0.021Ah/0.013888h = 1.512A or 1512mA, thus my phone is taking 1512mA from my charger.
***Note*** This will not be ENTIRELY accurate as you have the screen on to time how long it takes to charge 1%, and thus will counteract the charger. Also, this will work best when you have a battery percentage lower than 50%.
You are assuming (1) the charging curve is linear and (2) the percentages are accordingly assigned linearly. Do you have any information to back up these assumptions?
Your method may not be valid unless you are certain about these assumptions. For example, most gas gauges in cars are not linear like you would expect them to be either.
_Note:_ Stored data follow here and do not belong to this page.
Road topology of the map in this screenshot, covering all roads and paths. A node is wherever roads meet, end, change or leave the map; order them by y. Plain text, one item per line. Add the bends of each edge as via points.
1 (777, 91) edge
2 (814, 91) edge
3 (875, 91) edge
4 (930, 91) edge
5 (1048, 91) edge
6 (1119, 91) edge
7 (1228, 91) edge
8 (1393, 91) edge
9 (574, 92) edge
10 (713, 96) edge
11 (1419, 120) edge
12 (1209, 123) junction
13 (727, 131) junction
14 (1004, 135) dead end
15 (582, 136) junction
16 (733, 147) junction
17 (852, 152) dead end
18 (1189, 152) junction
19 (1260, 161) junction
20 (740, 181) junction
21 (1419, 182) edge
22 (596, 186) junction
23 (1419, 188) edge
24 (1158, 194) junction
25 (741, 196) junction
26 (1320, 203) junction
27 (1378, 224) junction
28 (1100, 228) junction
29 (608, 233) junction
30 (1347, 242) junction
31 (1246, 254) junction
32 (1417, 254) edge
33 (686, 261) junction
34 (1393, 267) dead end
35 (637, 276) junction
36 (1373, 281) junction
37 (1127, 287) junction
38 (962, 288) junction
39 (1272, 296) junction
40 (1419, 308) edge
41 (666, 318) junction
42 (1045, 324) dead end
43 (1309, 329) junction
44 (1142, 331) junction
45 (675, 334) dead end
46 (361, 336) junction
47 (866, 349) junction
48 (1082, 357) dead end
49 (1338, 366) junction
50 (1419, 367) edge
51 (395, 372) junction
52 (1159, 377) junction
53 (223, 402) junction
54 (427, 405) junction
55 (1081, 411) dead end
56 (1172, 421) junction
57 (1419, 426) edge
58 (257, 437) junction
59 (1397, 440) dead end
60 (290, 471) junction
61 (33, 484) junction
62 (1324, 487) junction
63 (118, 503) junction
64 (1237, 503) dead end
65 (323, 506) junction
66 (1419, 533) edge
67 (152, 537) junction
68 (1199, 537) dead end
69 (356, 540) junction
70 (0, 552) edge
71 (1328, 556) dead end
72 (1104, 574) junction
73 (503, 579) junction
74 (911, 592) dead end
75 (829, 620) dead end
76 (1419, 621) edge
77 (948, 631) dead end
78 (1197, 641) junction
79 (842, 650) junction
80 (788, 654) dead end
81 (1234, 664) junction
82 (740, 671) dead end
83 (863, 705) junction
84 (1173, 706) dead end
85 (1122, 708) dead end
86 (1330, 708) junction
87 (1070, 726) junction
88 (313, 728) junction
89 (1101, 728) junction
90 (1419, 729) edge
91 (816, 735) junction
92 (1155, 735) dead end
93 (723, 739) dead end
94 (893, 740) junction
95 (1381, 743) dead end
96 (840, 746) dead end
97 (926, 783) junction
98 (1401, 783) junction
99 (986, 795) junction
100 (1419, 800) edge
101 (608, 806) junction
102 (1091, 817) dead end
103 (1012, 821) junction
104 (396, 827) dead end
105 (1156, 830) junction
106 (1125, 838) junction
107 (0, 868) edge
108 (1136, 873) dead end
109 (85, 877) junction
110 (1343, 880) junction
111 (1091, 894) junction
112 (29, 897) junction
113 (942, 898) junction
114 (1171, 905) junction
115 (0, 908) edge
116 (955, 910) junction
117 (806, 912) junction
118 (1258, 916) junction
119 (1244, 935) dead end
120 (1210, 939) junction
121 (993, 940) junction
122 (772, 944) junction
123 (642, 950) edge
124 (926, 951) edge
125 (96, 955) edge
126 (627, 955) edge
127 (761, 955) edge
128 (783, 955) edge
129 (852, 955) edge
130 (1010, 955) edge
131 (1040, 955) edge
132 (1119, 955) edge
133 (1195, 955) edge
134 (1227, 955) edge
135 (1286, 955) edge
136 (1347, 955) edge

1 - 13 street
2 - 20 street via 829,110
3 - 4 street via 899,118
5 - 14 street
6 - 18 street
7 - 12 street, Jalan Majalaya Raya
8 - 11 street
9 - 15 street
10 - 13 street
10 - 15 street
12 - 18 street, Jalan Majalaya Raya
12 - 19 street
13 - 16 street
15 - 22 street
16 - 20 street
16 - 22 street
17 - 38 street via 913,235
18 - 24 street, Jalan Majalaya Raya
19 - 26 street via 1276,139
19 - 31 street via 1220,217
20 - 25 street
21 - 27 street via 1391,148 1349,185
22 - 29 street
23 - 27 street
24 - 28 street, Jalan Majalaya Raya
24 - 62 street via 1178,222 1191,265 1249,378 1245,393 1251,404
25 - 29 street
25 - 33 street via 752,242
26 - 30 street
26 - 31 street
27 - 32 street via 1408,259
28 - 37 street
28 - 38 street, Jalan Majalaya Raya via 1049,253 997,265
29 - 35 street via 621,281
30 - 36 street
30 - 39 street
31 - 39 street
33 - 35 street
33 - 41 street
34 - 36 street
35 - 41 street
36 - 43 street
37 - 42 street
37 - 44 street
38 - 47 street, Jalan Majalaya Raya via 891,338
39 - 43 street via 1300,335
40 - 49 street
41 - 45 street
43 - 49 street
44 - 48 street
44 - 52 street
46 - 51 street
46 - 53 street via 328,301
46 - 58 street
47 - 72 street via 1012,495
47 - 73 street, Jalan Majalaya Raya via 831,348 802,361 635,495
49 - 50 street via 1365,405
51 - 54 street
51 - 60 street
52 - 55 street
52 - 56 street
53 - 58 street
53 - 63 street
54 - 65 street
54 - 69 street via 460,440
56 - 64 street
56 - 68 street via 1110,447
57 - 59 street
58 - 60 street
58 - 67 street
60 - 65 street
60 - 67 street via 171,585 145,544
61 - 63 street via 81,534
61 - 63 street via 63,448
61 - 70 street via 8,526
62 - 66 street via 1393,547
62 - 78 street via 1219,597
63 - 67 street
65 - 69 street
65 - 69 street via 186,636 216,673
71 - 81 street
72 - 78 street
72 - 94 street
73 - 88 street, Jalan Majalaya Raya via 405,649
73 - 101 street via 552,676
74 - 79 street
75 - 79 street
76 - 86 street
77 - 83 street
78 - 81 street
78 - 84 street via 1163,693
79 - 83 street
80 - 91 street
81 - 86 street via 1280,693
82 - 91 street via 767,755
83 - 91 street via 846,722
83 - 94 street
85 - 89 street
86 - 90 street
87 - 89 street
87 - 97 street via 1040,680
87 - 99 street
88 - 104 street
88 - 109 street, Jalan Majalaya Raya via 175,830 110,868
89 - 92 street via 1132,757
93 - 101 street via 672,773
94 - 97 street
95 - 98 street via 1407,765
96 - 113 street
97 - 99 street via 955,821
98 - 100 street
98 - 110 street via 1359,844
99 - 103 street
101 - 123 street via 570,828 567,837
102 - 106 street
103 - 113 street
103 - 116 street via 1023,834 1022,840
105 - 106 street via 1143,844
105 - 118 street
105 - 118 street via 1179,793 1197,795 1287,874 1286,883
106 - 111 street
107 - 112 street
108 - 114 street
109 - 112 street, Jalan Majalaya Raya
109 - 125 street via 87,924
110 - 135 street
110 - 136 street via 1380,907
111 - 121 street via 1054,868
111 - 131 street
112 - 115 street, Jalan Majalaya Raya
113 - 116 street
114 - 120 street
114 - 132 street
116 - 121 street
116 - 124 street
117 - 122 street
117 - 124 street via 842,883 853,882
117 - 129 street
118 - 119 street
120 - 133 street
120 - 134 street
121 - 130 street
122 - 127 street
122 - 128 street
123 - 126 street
For the Touchstone Mod users:
Prior to Chad's kernel modification the Galaxy Nexus was only able to draw ~430 mA through the Touchstone. For some power users, this was not enough to keep up with heavy usage that included Navigation, 4G, and streaming music simultaneously. Reports had the phone either just barely maintaining its charge % or even slowly losing a couple % points per hour.
After applying Chad's kernel modification the Galaxy Nexus is drawing ~650 mA. An improvement of ~50%! Now the bad news: 650 mA is not as much as you can get from an appropriate wall charger. The limitation at 650 mA appears, in my opinion, to be the Touchstone itself. The Touchstone's supply voltage drops to 4.5V when drawing ~650 mA and the phone stops trying to pull more. This is a limitation of the amount of energy the Touchstone was designed to transfer.
The real question, is if 650 mA is enough to charge the device under the power user conditions I described earlier. Hopefully it is. I do not live in a 4G area so I hope you will all test and report back here.
Thanks again Chad!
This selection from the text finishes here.